Say we want to see each word of that file on a separate line. We can achieve this by translating all non alphabetic characters into newline characters (‘\n’). Like this:
tr -cs "a-zA-Z" "\n" < shakes.txt | less
The -c option is used to find the complement of “a-zA-Z”, which is basically all non-alphabetic characters. The option -s is used to squeeze repeat characters, so we don’t end up with several blank lines in a row.
4. sort
This is another useful command when it comes to text processing. Still referring to the previous example we can now sort all the words of Shakespeare’s work in lexicographical order, like this:
tr -cs "a-zA-Z" "\n" < shakes.txt | sort | less
5. uniq
As you’ll notice, using the command above is not very useful. That’s because we’ll get a ton of repeat words. For instance, the first few thousand lines are only the character ‘a’. To solve the problem we can use the uniq command to eliminate all duplicate lines:
tr -cs "a-zA-Z" "\n" < shakes.txt | sort | uniq | less
So far the words ‘The’ and ‘the’ are being considered separately.
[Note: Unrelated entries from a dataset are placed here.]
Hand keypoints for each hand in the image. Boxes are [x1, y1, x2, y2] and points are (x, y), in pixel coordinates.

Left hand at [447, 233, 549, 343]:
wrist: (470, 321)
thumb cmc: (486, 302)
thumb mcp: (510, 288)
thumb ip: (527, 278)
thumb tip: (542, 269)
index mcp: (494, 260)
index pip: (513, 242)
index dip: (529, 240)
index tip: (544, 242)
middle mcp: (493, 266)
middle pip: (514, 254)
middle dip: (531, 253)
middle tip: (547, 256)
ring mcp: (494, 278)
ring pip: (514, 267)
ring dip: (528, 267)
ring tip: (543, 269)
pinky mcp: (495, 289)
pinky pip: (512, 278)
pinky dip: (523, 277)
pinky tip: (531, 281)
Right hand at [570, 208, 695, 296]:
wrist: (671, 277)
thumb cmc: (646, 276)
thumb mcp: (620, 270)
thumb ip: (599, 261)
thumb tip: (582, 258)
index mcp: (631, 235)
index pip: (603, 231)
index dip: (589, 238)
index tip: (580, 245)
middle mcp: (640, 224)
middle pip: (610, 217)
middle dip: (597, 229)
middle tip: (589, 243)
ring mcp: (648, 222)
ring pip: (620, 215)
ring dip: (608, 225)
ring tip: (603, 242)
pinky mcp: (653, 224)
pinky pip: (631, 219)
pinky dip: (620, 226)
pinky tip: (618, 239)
To count them together we just need to conver all uppercase letters to lowercase:
tr -cs "a-zA-Z" "\n" < shakes.txt | tr "A-Z" "a-z" | sort | uniq| less
We can now use the -c option of the uniq program to count the number of times that each word appears, using the sort program again to sort the results:
tr -cs "a-zA-Z" "\n" < shakes.txt | tr "A-Z" "a-z" | sort | uniq -c | sort -n -r | less
The -n argument of sort means numeric sort (instead of lexicographic, the default) and -r means to use a random hash of keys as the sorting method.
6. wc
Use the wc command to display the number lines, words and characters from a file.